▸ **What the task requires**
Copy the listing that follows exactly. Its pictures do not belong in the copy.
(Beginning of Records supplied)
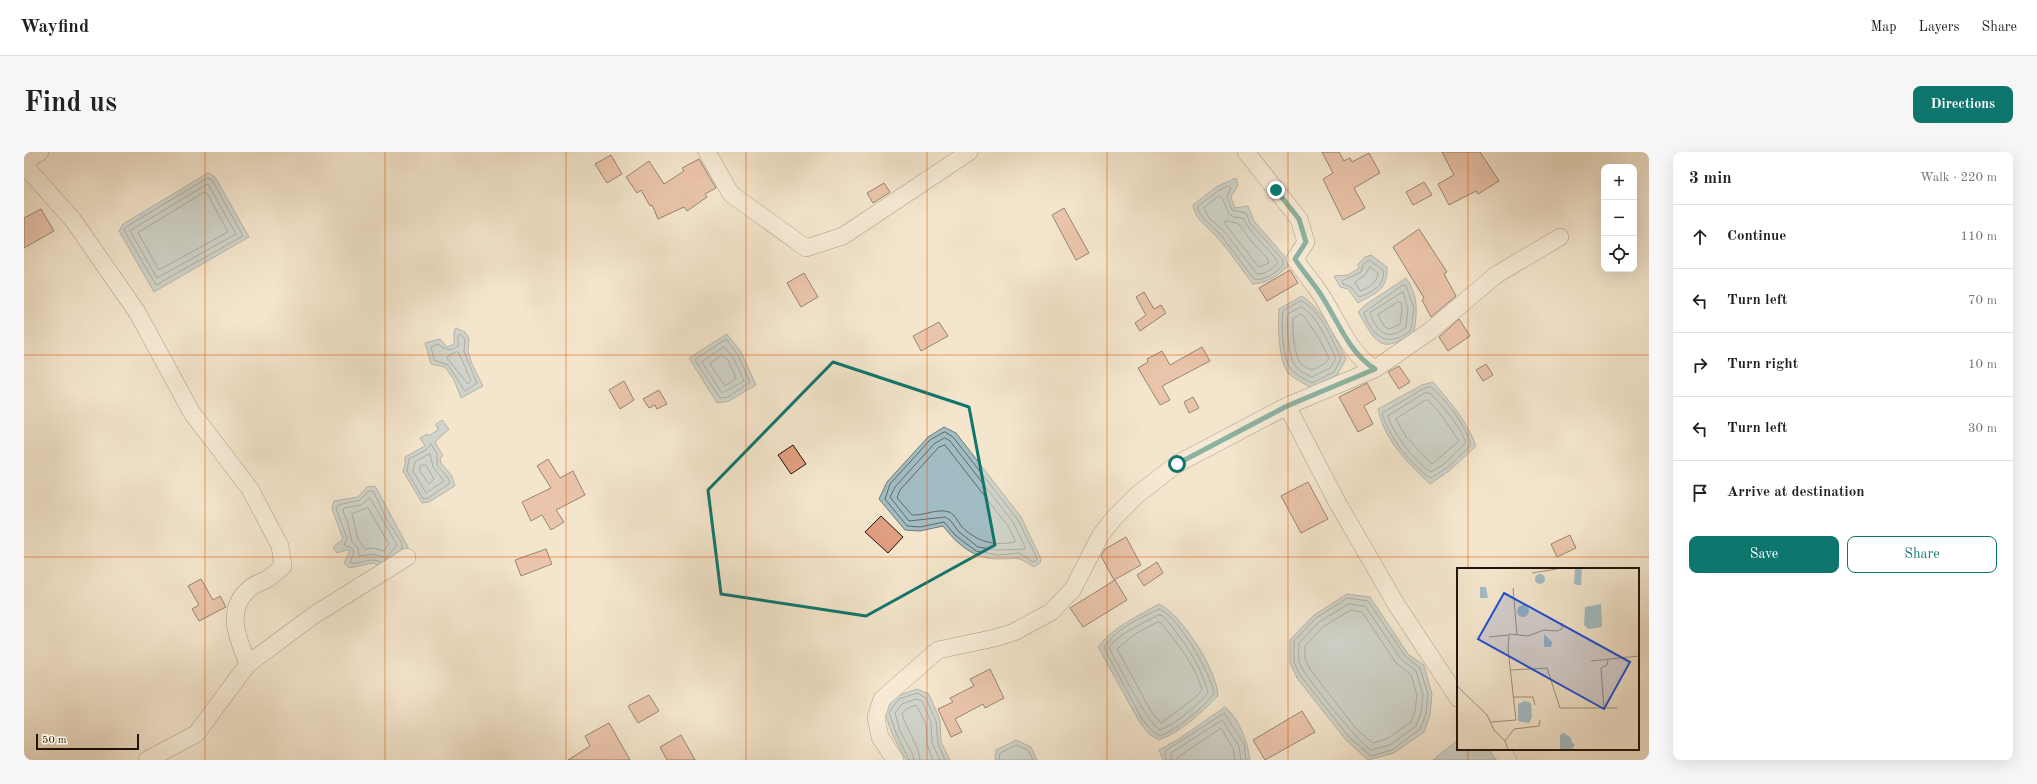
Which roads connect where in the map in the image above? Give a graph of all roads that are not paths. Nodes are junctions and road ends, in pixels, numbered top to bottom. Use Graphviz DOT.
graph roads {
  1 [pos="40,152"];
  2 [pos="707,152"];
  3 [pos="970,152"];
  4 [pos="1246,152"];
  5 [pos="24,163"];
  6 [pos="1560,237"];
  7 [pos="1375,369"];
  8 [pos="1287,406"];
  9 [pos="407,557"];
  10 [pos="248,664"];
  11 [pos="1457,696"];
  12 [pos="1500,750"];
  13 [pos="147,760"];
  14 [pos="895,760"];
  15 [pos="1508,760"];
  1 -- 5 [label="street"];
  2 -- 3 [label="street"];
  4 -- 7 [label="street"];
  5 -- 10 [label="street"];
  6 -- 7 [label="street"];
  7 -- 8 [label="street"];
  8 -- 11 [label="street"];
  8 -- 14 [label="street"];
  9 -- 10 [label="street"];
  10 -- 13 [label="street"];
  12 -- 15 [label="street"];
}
(End of Records supplied)
▸ **Solution for this problem**
Which roads connect where in the map in the image above? Give a graph of all roads that are not paths. Nodes are junctions and road ends, in pixels, numbered top to bottom. Use Graphviz DOT.
graph roads {
  1 [pos="40,152"];
  2 [pos="707,152"];
  3 [pos="970,152"];
  4 [pos="1246,152"];
  5 [pos="24,163"];
  6 [pos="1560,237"];
  7 [pos="1375,369"];
  8 [pos="1287,406"];
  9 [pos="407,557"];
  10 [pos="248,664"];
  11 [pos="1457,696"];
  12 [pos="1500,750"];
  13 [pos="147,760"];
  14 [pos="895,760"];
  15 [pos="1508,760"];
  1 -- 5 [label="street"];
  2 -- 3 [label="street"];
  4 -- 7 [label="street"];
  5 -- 10 [label="street"];
  6 -- 7 [label="street"];
  7 -- 8 [label="street"];
  8 -- 11 [label="street"];
  8 -- 14 [label="street"];
  9 -- 10 [label="street"];
  10 -- 13 [label="street"];
  12 -- 15 [label="street"];
}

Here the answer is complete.